----- SUPPLIED MATERIAL -----

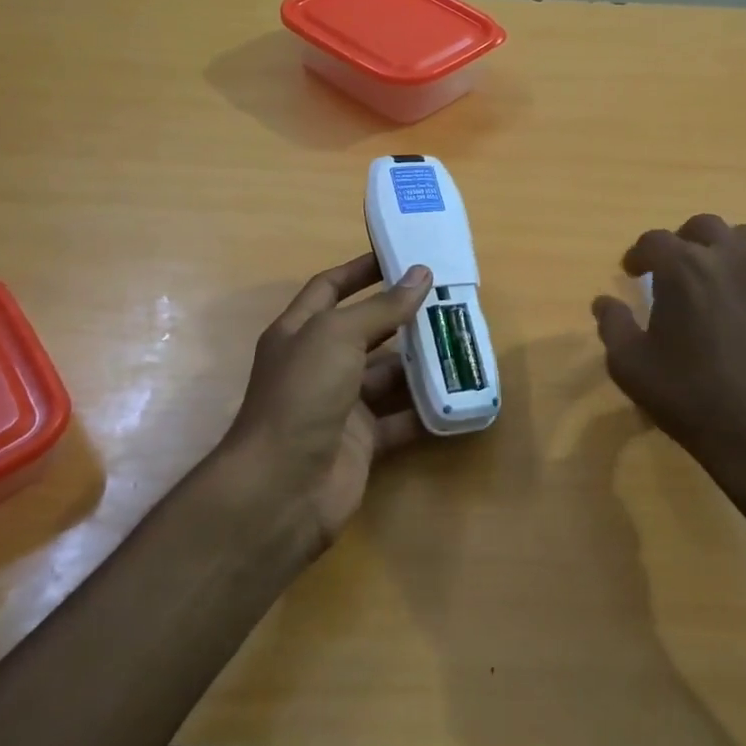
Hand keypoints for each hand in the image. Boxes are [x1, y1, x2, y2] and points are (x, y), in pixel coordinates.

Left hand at [224, 253, 432, 550]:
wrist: (283, 488)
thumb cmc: (303, 395)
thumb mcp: (337, 337)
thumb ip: (381, 308)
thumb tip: (421, 274)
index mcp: (300, 332)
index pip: (329, 288)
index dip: (360, 271)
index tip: (400, 257)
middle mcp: (319, 365)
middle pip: (365, 331)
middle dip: (403, 317)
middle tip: (448, 301)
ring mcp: (340, 405)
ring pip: (387, 376)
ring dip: (421, 363)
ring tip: (462, 344)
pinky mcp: (362, 441)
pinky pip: (400, 419)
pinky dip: (426, 410)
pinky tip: (459, 397)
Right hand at [590, 215, 745, 557]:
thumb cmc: (692, 399)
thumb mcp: (631, 368)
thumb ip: (613, 326)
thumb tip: (603, 302)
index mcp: (684, 268)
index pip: (654, 241)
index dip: (638, 254)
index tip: (632, 271)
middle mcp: (732, 258)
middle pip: (704, 227)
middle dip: (683, 242)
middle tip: (674, 270)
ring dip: (724, 252)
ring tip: (716, 283)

-----

▶ [WHAT THIS TASK INVOLVES]: Using the entries, return every line where the word "ring" can be found.

▶ [THE COMPLETED TASK]:
ring mcp: (340, 405)
ring pip: (387, 376)
ring dip: (421, 363)
ring tip: (462, 344)
ring dip: (724, 252)
ring tip: (716, 283)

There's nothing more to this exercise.